Minuteman Marching Band Will Perform in Macy’s Thanksgiving Day Parade on Nov. 28

AMHERST, Mass. – The award-winning University of Massachusetts Amherst Minuteman Marching Band will perform for the first time in its history in the Macy’s Parade on Thanksgiving Day before an estimated 3.5 million spectators lining the New York City parade route plus a national television audience of more than 50 million.
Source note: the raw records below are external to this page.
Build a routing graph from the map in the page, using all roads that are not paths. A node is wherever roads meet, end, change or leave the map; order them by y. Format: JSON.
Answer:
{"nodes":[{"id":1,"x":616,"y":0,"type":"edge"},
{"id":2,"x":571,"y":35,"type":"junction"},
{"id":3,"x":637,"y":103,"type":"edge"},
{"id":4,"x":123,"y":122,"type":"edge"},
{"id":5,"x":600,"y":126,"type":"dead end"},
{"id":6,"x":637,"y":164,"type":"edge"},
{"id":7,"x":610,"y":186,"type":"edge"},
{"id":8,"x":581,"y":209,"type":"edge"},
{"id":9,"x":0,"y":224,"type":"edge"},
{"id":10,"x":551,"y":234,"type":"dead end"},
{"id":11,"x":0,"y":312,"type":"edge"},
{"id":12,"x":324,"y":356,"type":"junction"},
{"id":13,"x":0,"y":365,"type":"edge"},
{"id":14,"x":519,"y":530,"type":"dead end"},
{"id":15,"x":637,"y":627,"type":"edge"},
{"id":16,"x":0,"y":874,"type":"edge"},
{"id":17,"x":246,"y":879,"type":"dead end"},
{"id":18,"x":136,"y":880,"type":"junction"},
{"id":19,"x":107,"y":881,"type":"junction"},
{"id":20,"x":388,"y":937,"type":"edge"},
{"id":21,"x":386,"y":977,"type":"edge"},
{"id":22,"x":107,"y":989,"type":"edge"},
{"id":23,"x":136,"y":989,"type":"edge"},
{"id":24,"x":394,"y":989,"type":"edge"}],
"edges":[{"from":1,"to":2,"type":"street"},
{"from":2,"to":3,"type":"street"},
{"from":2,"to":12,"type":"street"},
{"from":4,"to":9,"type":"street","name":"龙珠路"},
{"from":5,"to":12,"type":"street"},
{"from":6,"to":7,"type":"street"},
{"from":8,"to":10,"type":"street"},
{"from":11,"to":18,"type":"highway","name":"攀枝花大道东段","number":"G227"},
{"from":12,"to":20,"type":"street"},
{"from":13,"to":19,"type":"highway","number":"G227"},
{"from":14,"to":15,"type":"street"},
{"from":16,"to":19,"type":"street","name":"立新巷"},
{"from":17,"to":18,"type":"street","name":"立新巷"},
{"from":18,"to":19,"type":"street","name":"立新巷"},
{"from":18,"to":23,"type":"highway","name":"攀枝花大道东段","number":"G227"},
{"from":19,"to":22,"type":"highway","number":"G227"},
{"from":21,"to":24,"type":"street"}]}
The three-hour, 2.5-mile parade on Thursday, Nov. 28, now in its 87th year, steps off at 9 a.m. from Central Park West, and the Minuteman Marching Band is scheduled to perform on NBC-TV in front of Macy’s flagship store at Broadway and 34th Street at 11:24 a.m. where it will play the fan favorite, “Big Noise from Winnetka.” A special preferred UMass parade viewing location has been designated by the UMass Amherst Alumni Association on 6th Avenue between 53rd and 54th streets in front of the Pearson Building. Sam the Minuteman will march with the band for the entire parade route.

Since 1924, no Macy’s Parade has been complete without the nation’s best marching bands. The Macy’s Parade Band Selection Committee chose UMass’s elite group, one of only two university bands selected from among hundreds of applicants. The rigorous selection process is based on factors such as the band’s national recognition, awards, past performances and reputation in their community.

Timothy Todd Anderson, director of the 390-member corps known as the “Power and Class of New England,” said the band’s latest honor represents the thrill of a lifetime for those who take part, but it is also a deeply meaningful tribute to the many people who helped to build the organization over the years. These include the late former director George Parks and many others, plus “all the wonderful students who have marched in our ranks. For everyone who has ever been a part of the Minuteman Band, this parade appearance is because of you!”

The band has performed at three presidential inaugurals and in 1998 received the most prestigious honor bestowed upon college bands, the Louis C. Sudler Trophy, awarded in recognition of “the highest of musical standards and innovative marching routines and ideas, and which has made important contributions to the advancement of the performance standards of college marching bands over a period of several years.”

Macy’s selection of the UMass band for this high-profile event is a crowning highlight of the university’s sesquicentennial celebration, said Chancellor Kumble Subbaswamy. “Being selected for the Macy’s Thanksgiving Day Parade is a high recognition of our band’s reputation for excellence and excitement. The Minuteman Marching Band has a very proud history, and this will be one of its greatest honors.”

To practice for the parade, the band will march from its practice fields off Commonwealth Avenue around the Amherst campus beginning at 5:30 p.m. on Monday, Nov. 25. “This is to prepare in a limited way for the parade route, to get a sense of the endurance needed,” said Anderson. “And, to get into the drill of moving from one song to the next. There’s no down time in there.”

The band will leave for New York at 10:30 a.m. on Tuesday, Nov. 26. They will get settled in their New York hotel that afternoon and attend a rehearsal the next day at New Jersey’s West Orange High School from 10:30 a.m. to 2 p.m. A small portion of the band will perform for a UMass alumni party at the Dubliner Pub in Manhattan for about 30 minutes sometime between 4:30 and 6:30 that evening.

Band members will set their alarms for 2:30 a.m. Thursday to arrive in front of the Macy’s store in Herald Square at 4 a.m. for a 10-minute camera check by NBC engineers, Anderson says. They then return to their hotel for breakfast and to check out before assembling at the parade staging area at 7:45. “We have known the date for more than a year, but only in the past few weeks is this starting to seem real,” Anderson adds. “I think everyone is starting to get butterflies and to realize this is actually going to happen!”

“Just the experience of being in New York City for a few days with their friends and family is a huge charge for our students. A lot of parents are coming; there will be many photos taken and memories made that day. Our spirits are definitely high and there’s a lot of energy and excitement building. This is the thrill of a lifetime, I’m sure our students will remember this forever.”

Of course, the weather on this year’s later-than-usual Thanksgiving Day will have a great deal to do with the band’s experience. Anderson noted, “We have football games that get cold, and the students can pack layers under uniforms, and we do have uniform gloves. The color guard and baton twirlers have warm-up suits to wear if it’s cold. But when we get to the television stage in front of the Macy’s store, the warm-up suits and the gloves come off. The show goes on, no matter what!”

Other songs the band will play along the route include “Fight UMass,” “God Bless America,” “Roll Down the Field” and “Sweet Caroline,” Anderson said. “We hope the Yankees fans in the crowd will let us pass as we play that, for just this one special day of the year,” he joked.